Posts Tagged ‘csv’

“Refresh” a CSV File

Posted by Tyler Muth on February 5, 2013

In a previous post I discussed a PDF reader that allows you to refresh the PDF after changes are made. This is the same concept except it’s for CSV files. I’ve been using Perl to convert sqlplus spool output to CSV which is much easier to read into R. As I’m updating my code and regenerating sample CSV files, it’s really annoying that Excel gets an exclusive lock on the file. So, I would open it in Notepad++ or vim, but it’s much harder in those tools to pick out the columns and rows to find errors.

CSVed to the rescue!!! Here’s the website for CSVed. It’s a great, simple CSV viewer / editor and it does not lock the file. You simply press the “reload” button or ctrl+r and it reloads the file.

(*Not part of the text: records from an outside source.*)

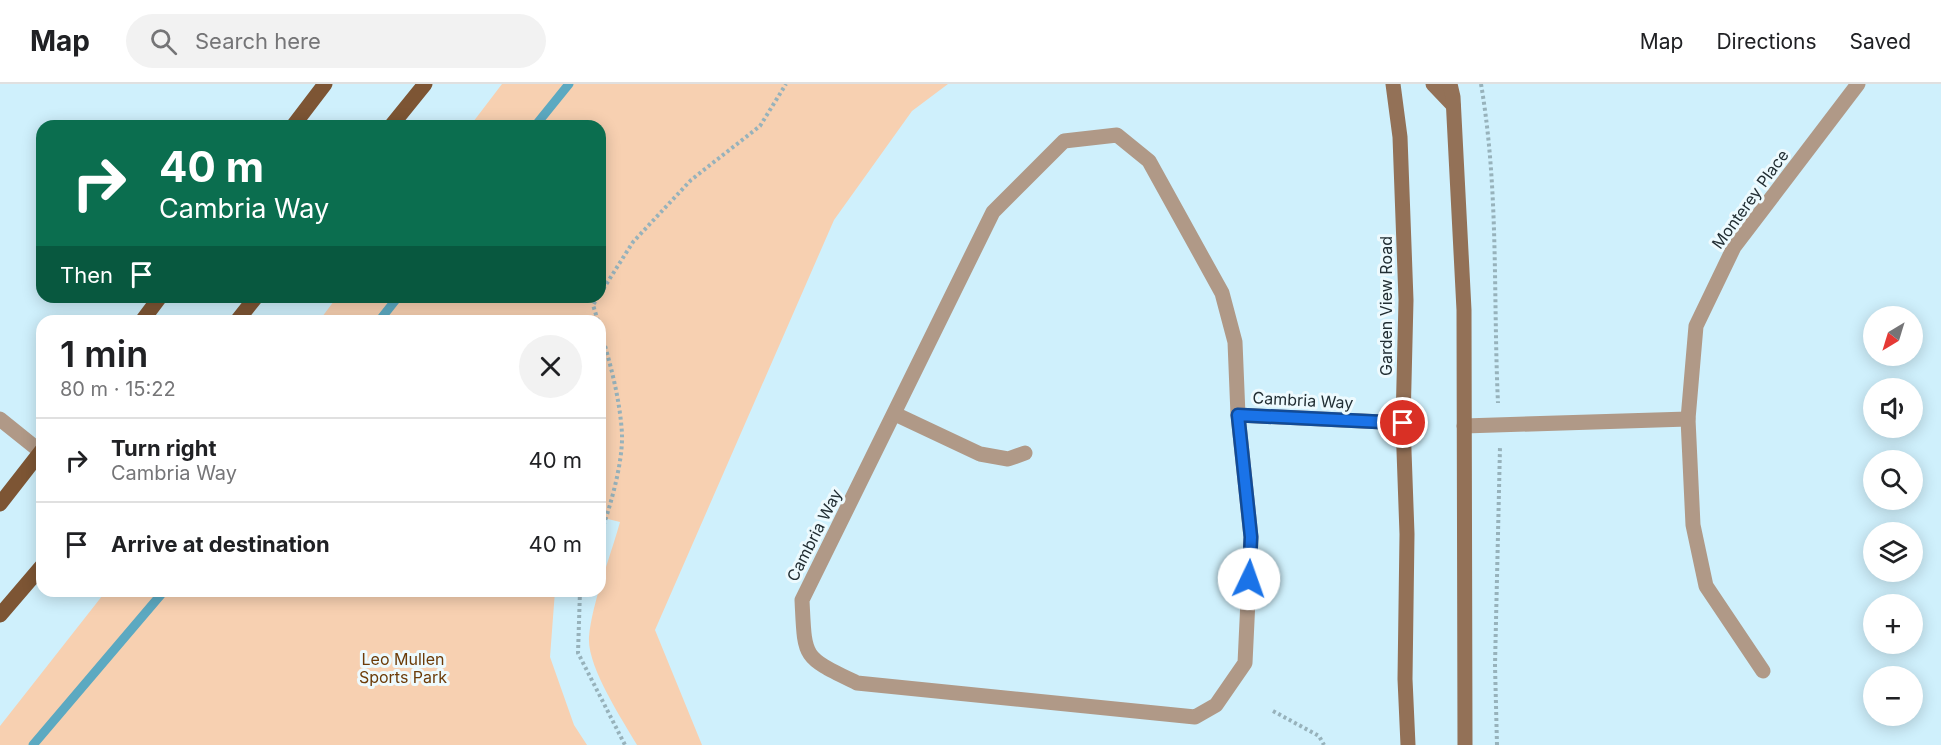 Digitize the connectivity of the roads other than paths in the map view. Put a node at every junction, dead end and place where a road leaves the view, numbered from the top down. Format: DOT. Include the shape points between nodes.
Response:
graph roads {
  1 [pos="325,84"];
  2 [pos="425,84"];
  3 [pos="1393,84"];
  4 [pos="1433,84"];
  5 [pos="1450,84"];
  6 [pos="1858,84"];
  7 [pos="1453,105"];
  8 [pos="298,120"];
  9 [pos="396,120"];
  10 [pos="251,303"];
  11 [pos="242,315"];
  12 [pos="895,414"];
  13 [pos="1238,415"];
  14 [pos="0,419"];
  15 [pos="1688,419"];
  16 [pos="1403,423"];
  17 [pos="1464,426"];
  18 [pos="36,447"];
  19 [pos="1024,453"];
  20 [pos="36,457"];
  21 [pos="0,504"];
  22 [pos="36,573"];
  23 [pos="0,615"];
  24 [pos="1763,671"];
  25 [pos="1408,745"];
  26 [pos="1465,745"];
  1 -- 8 [label="main road"];
  2 -- 9 [label="main road"];
  3 -- 16 [label="main road, Garden View Road" via="1400,137 1406,300"];
  4 -- 7 [label="main road"];
  5 -- 7 [label="main road"];
  6 -- 15 [label="street, Monterey Place" via="1726,261 1696,326"];
  7 -- 17 [label="main road" via="1464,310"];
  10 -- 11 [label="main road"];
  12 -- 13 [label="street, Cambria Way" via="993,212 1064,141 1117,135 1149,160 1222,293 1235,342"];
  12 -- 13 [label="street, Cambria Way" via="802,600 805,648 816,663 857,683 1195,717 1216,705 1245,663 1251,537"];
  12 -- 19 [label="street" via="980,454 1008,459"];
  13 -- 16 [label="street, Cambria Way"];
  14 -- 18 [label="street"];
  15 -- 17 [label="street"];
  15 -- 24 [label="street, Monterey Place" via="1693,525 1706,586"];
  16 -- 25 [label="main road, Garden View Road"];
  17 -- 26 [label="main road"];
  20 -- 21 [label="main road"];
  22 -- 23 [label="main road"];
} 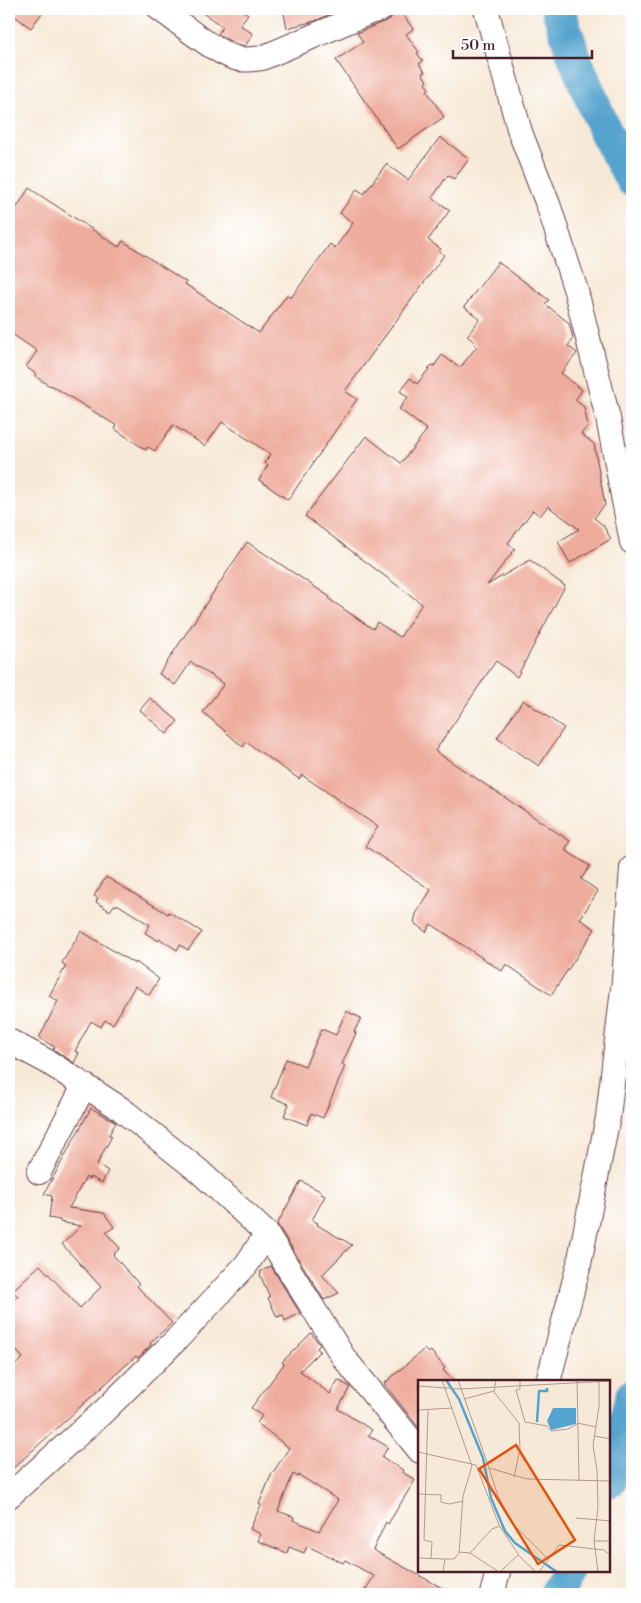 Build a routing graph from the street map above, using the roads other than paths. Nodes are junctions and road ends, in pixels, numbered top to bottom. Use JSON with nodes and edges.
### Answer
{"nodes":[{"id":1,"x":160,"y":9,"type":"edge"},
{"id":2,"x":381,"y":9,"type":"edge"},
{"id":3,"x":486,"y":9,"type":"edge"},
{"id":4,"x":632,"y":542,"type":"edge"},
{"id":5,"x":632,"y":868,"type":"edge"},
{"id":6,"x":9,"y":1042,"type":"edge"},
{"id":7,"x":84,"y":1086,"type":"junction"},
{"id":8,"x":39,"y":1172,"type":"dead end"},
{"id":9,"x":267,"y":1234,"type":"junction"},
{"id":10,"x":549,"y":1380,"type":"edge"},
{"id":11,"x":418,"y":1449,"type":"edge"},
{"id":12,"x":9,"y":1496,"type":"edge"},
{"id":13,"x":498,"y":1573,"type":"edge"},
{"id":14,"x":492,"y":1594,"type":"edge"}],
"edges":[{"from":1,"to":2,"type":"street"},
{"from":3,"to":4,"type":"street"},
{"from":5,"to":10,"type":"street"},
{"from":6,"to":7,"type":"street"},
{"from":7,"to":8,"type":"street"},
{"from":7,"to":9,"type":"street"},
{"from":9,"to":11,"type":"street"},
{"from":9,"to":12,"type":"street"},
{"from":13,"to":14,"type":"street"}]}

Again, so simple but so useful for my use-case.

Posted in Oracle, R | Tagged: csv, Oracle, perl, r | 1 Comment »

Convert sqlplus spool output to CSV

Posted by Tyler Muth on April 11, 2012

I’ve been doing some work lately with sizing / capacity planning where the source are a few of Karl Arao’s excellent AWR Mining scripts. Had I been reading his blog more I would have known he was going down a parallel path using Tableau as I was moving in the direction of R. Anyway, I wanted to get the output of these sqlplus scripts which spool to a file into CSV format to import into R as data frames. Yes, R can deal with fixed-width data, but not nearly as well as CSV. If it were just a few files, wrangling the data into CSV isn’t that hard. However, I had ~40 files and I plan on doing this a lot more so it had to be easy and fast. I looked at a couple of existing solutions such as the sqlplus colsep directive combined with sed or XMLAGG. But each had it’s drawbacks.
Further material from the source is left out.